* [Supplied records]:
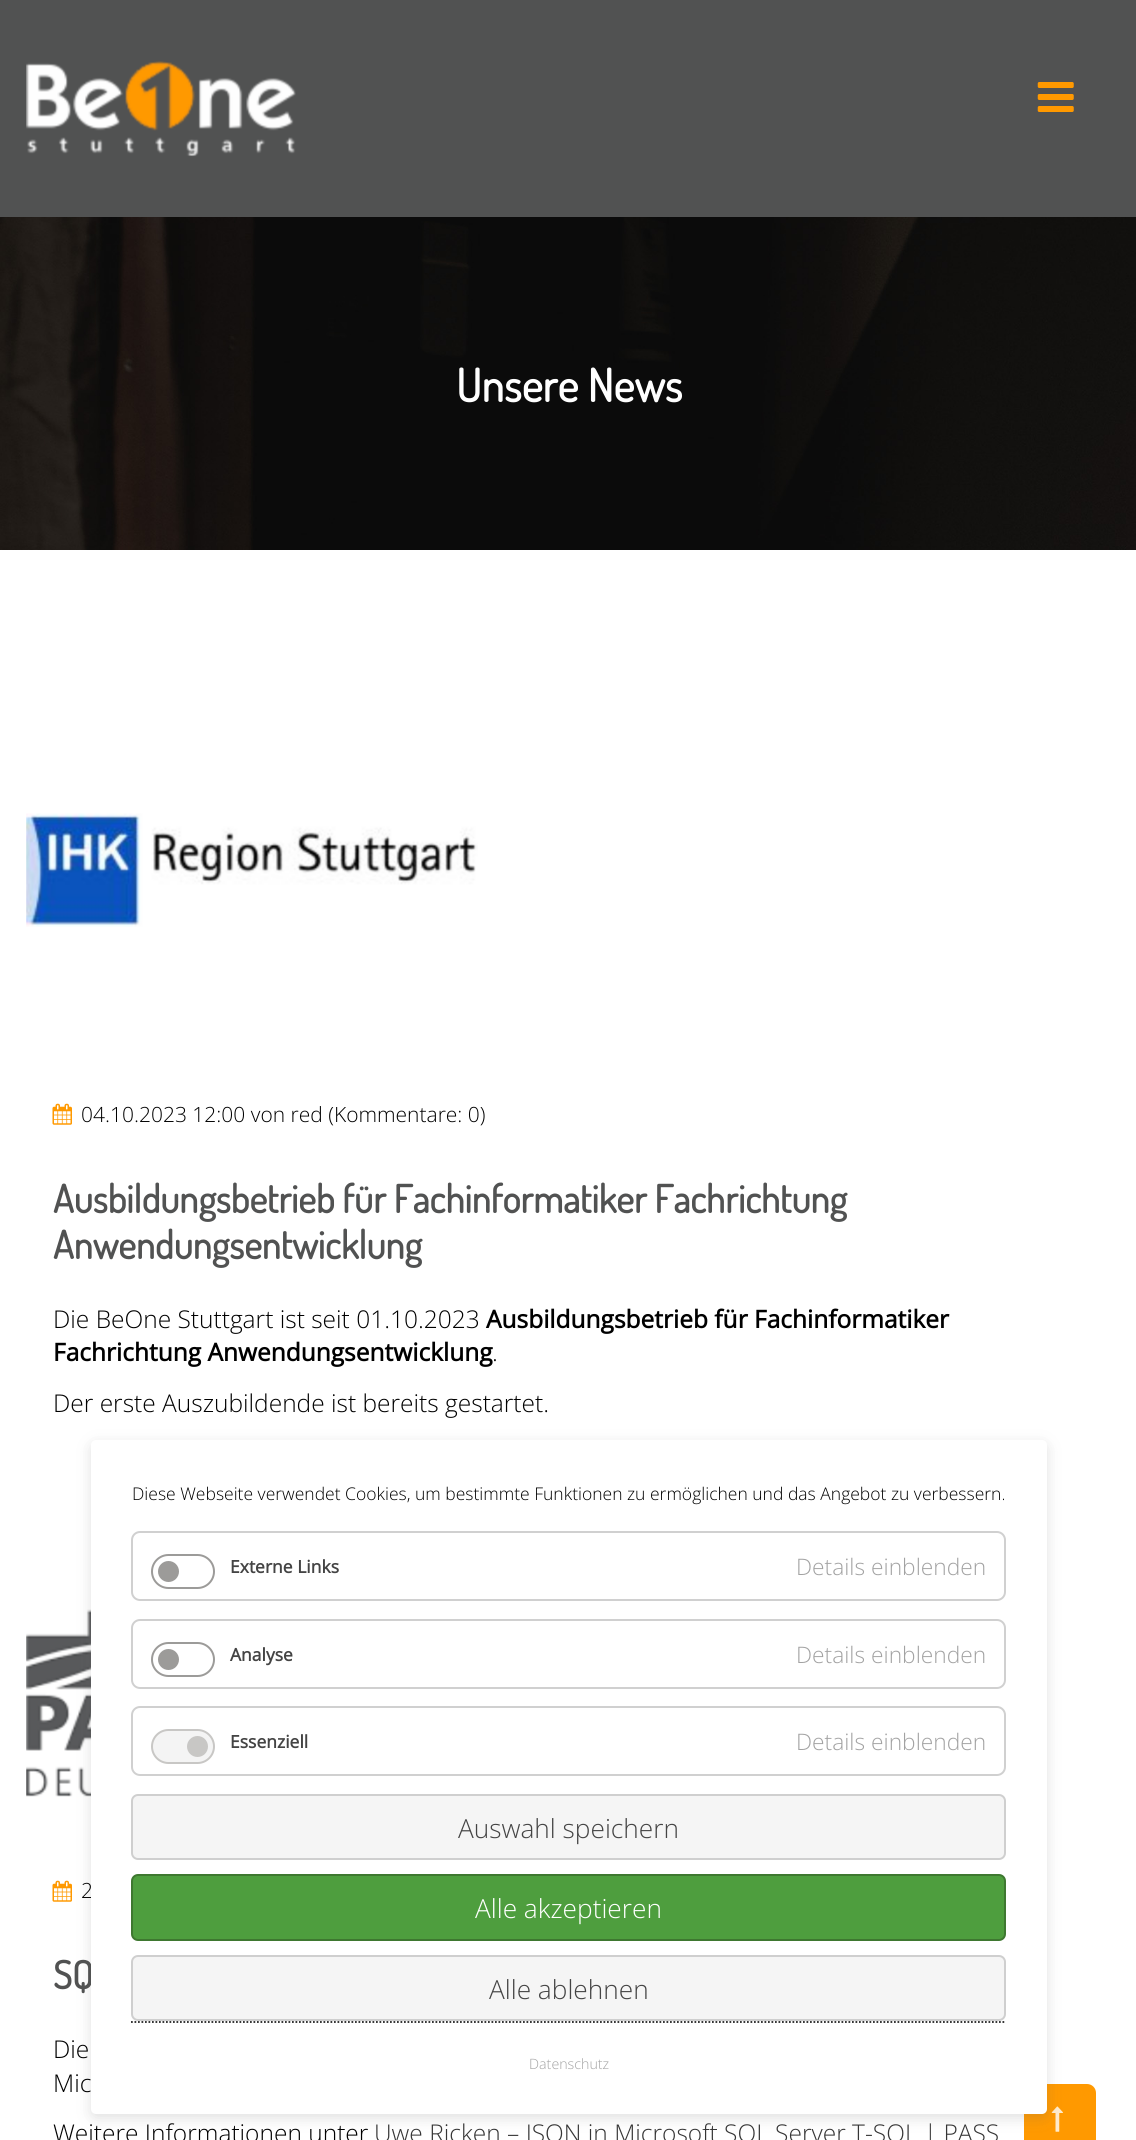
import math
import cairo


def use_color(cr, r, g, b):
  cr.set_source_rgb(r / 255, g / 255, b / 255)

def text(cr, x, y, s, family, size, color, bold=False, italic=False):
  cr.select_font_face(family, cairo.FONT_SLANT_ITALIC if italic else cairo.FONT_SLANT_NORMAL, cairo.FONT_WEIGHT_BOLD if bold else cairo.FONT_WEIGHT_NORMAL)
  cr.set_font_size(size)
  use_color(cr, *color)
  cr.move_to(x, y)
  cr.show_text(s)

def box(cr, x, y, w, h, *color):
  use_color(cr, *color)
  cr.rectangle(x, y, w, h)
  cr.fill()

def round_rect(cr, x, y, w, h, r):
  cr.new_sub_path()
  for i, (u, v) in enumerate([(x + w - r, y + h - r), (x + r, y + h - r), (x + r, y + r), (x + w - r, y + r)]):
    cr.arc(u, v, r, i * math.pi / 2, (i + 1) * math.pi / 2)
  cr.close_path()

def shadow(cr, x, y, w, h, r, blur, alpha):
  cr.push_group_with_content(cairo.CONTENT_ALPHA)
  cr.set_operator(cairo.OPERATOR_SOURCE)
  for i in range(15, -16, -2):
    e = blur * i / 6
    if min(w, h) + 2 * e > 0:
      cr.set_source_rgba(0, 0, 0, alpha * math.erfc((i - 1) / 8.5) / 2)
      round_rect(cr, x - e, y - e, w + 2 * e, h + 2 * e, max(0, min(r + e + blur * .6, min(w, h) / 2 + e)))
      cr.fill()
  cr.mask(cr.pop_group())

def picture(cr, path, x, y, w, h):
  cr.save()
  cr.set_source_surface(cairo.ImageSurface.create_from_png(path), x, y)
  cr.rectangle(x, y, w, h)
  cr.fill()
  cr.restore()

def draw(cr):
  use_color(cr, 255, 255, 255)
  cr.paint()
  box(cr, 0, 0, 1136, 217, 81, 82, 82)
  picture(cr, "img_01.png", 26, 61, 270, 96)
  picture(cr, "img_02.png", 1037, 82, 37, 30)
  use_color(cr, 255, 153, 0)
  cr.new_path()
  cr.move_to(1033, 2084)
  cr.line_to(1087, 2084)
  cr.curve_to(1092, 2084, 1096, 2088, 1096, 2093)
  cr.line_to(1096, 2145)
  cr.curve_to(1096, 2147, 1094, 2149, 1092, 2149)
  cr.line_to(1028, 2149)
  cr.curve_to(1026, 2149, 1024, 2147, 1024, 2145)
  cr.line_to(1024, 2093)
  cr.curve_to(1024, 2088, 1028, 2084, 1033, 2084)
  cr.close_path()
  cr.fill()
  picture(cr, "img_03.png", 1051, 2106, 12, 26)
  picture(cr, "img_04.png", 0, 217, 1136, 333)
  picture(cr, "img_05.png", 26, 813, 452, 114)
  picture(cr, "img_06.png", 52, 1103, 20, 22)
  picture(cr, "img_07.png", 26, 1609, 65, 188)
  picture(cr, "img_06.png", 52, 1880, 20, 22)
  use_color(cr, 99, 99, 99)
  shadow(cr, 91, 1444, 956, 674, 5, 7, 0.2)
  text(cr, 456, 402, "Unsere News", "Dosis", 45.5, (255, 255, 255), bold=True)
  text(cr, 81, 1122, "04.10.2023 12:00 von red (Kommentare: 0)", "Open Sans Light", 21, (0, 0, 0))
  text(cr, 53, 1213, "Ausbildungsbetrieb für Fachinformatiker Fachrichtung", "Dosis", 38.5, (81, 82, 82), bold=True)
  text(cr, 53, 1259, "Anwendungsentwicklung", "Dosis", 38.5, (81, 82, 82), bold=True)
  text(cr, 53, 1328, "Die BeOne Stuttgart ist seit 01.10.2023", "Open Sans Light", 24.5, (0, 0, 0))
  text(cr, 486, 1328, "Ausbildungsbetrieb für Fachinformatiker", "Open Sans", 24.5, (0, 0, 0), bold=True)
  text(cr, 53, 1361, "Fachrichtung Anwendungsentwicklung", "Open Sans", 24.5, (0, 0, 0), bold=True)
  text(cr, 492, 1361, ".", "Open Sans Light", 24.5, (0, 0, 0))
  text(cr, 53, 1412, "Der erste Auszubildende ist bereits gestartet.", "Open Sans Light", 24.5, (0, 0, 0))
  text(cr, 81, 1898, "2", "Open Sans Light", 21, (0, 0, 0))
  text(cr, 53, 1989, "SQ", "Dosis", 38.5, (81, 82, 82), bold=True)
  text(cr, 53, 2058, "Die", "Open Sans Light", 24.5, (0, 0, 0))
  text(cr, 53, 2092, "Mic", "Open Sans Light", 24.5, (0, 0, 0))
  text(cr, 53, 2142, "Weitere Informationen unter", "Open Sans Light", 24.5, (0, 0, 0))
  text(cr, 374, 2142, "Uwe Ricken – JSON in Microsoft SQL Server T-SQL | PASS", "Open Sans Light", 24.5, (53, 53, 53))
  use_color(cr, 255, 255, 255)
  round_rect(cr, 91, 1440, 956, 674, 5)
  cr.fill()
  text(cr, 132, 1500, "Diese Webseite verwendet Cookies, um bestimmte Funktionen zu ermöglichen und das Angebot zu verbessern.", "Open Sans Light", 17.5, (0, 0, 0))
  round_rect(cr, 132, 1532, 873, 68, 8)
  use_color(cr, 208, 208, 208)
  cr.stroke()
  round_rect(cr, 152, 1555, 62, 33, 16.5)
  use_color(cr, 156, 155, 153)
  cr.stroke()
  text(cr, 230, 1573, "Externe Links", "Open Sans", 17.5, (68, 68, 68), bold=True)
  use_color(cr, 156, 155, 153)
  cr.new_path()
  cr.arc(168.5, 1571.5, 10.5, 0, 2 * math.pi)
  cr.fill()
  text(cr, 796, 1575, "Details einblenden", "Open Sans Light", 22.75, (162, 162, 162))
  round_rect(cr, 132, 1620, 873, 68, 8)
  use_color(cr, 208, 208, 208)
  cr.stroke()
  round_rect(cr, 152, 1643, 62, 33, 16.5)
  use_color(cr, 156, 155, 153)
  cr.stroke()
  text(cr, 230, 1661, "Analyse", "Open Sans", 17.5, (68, 68, 68), bold=True)
  use_color(cr, 156, 155, 153)
  cr.new_path()
  cr.arc(168.5, 1659.5, 10.5, 0, 2 * math.pi)
  cr.fill()
  text(cr, 796, 1663, "Details einblenden", "Open Sans Light", 22.75, (162, 162, 162))
  round_rect(cr, 132, 1707, 873, 68, 8)
  use_color(cr, 208, 208, 208)
  cr.stroke()
  use_color(cr, 244, 244, 244)
  round_rect(cr, 152, 1730, 62, 33, 16.5)
  cr.fill_preserve()
  use_color(cr, 200, 199, 197)
  cr.stroke()
  text(cr, 230, 1748, "Essenziell", "Open Sans", 17.5, (68, 68, 68), bold=True)
  use_color(cr, 200, 199, 197)
  cr.new_path()
  cr.arc(197.5, 1746.5, 10.5, 0, 2 * math.pi)
  cr.fill()
  text(cr, 796, 1750, "Details einblenden", "Open Sans Light", 22.75, (162, 162, 162))
  cr.new_path()
  cr.move_to(131, 2022)
  cr.line_to(1006, 2022)
  use_color(cr, 34, 34, 34)
  cr.set_line_width(1.8)
  cr.set_dash([1.75, 1.75])
  cr.stroke()
  use_color(cr, 245, 245, 245)
  round_rect(cr, 132, 1795, 873, 64, 6)
  cr.fill_preserve()
  use_color(cr, 207, 207, 207)
  cr.set_line_width(2)
  cr.set_dash([])
  cr.stroke()
  text(cr, 458, 1838, "Auswahl speichern", "Open Sans Light", 26.25, (68, 68, 68))
  use_color(cr, 78, 158, 62)
  round_rect(cr, 132, 1875, 873, 65, 6)
  cr.fill_preserve()
  use_color(cr, 62, 120, 48)
  cr.stroke()
  text(cr, 475, 1918, "Alle akzeptieren", "Open Sans Light", 26.25, (255, 255, 255))
  use_color(cr, 245, 245, 245)
  round_rect(cr, 132, 1956, 873, 64, 6)
  cr.fill_preserve()
  use_color(cr, 207, 207, 207)
  cr.stroke()
  text(cr, 489, 1999, "Alle ablehnen", "Open Sans Light", 26.25, (68, 68, 68))
  text(cr, 529, 2069, "Datenschutz", "Open Sans Light", 14.25, (162, 162, 162))


surface = cairo.ImageSurface(cairo.FORMAT_RGB24, 1136, 2140)
cr = cairo.Context(surface)
options = cairo.FontOptions()
options.set_hint_metrics(cairo.HINT_METRICS_OFF)
options.set_hint_style(cairo.HINT_STYLE_NONE)
cr.set_font_options(options)
cr.set_miter_limit(4)
draw(cr)
surface.write_to_png("out.png")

* [About this exercise]:
The response should hold only an exact retyping of the lines from the beginning of the data through the line containing "cr.arc(u, v, r, i", both ends kept, pictures omitted.

* [Task answer]:
import math
import cairo


def use_color(cr, r, g, b):
  cr.set_source_rgb(r / 255, g / 255, b / 255)

def text(cr, x, y, s, family, size, color, bold=False, italic=False):
  cr.select_font_face(family, cairo.FONT_SLANT_ITALIC if italic else cairo.FONT_SLANT_NORMAL, cairo.FONT_WEIGHT_BOLD if bold else cairo.FONT_WEIGHT_NORMAL)
  cr.set_font_size(size)
  use_color(cr, *color)
  cr.move_to(x, y)
  cr.show_text(s)

def box(cr, x, y, w, h, *color):
  use_color(cr, *color)
  cr.rectangle(x, y, w, h)
  cr.fill()

def round_rect(cr, x, y, w, h, r):
  cr.new_sub_path()
  for i, (u, v) in enumerate([(x + w - r, y + h - r), (x + r, y + h - r), (x + r, y + r), (x + w - r, y + r)]):
    cr.arc(u, v, r, i * math.pi / 2, (i + 1) * math.pi / 2)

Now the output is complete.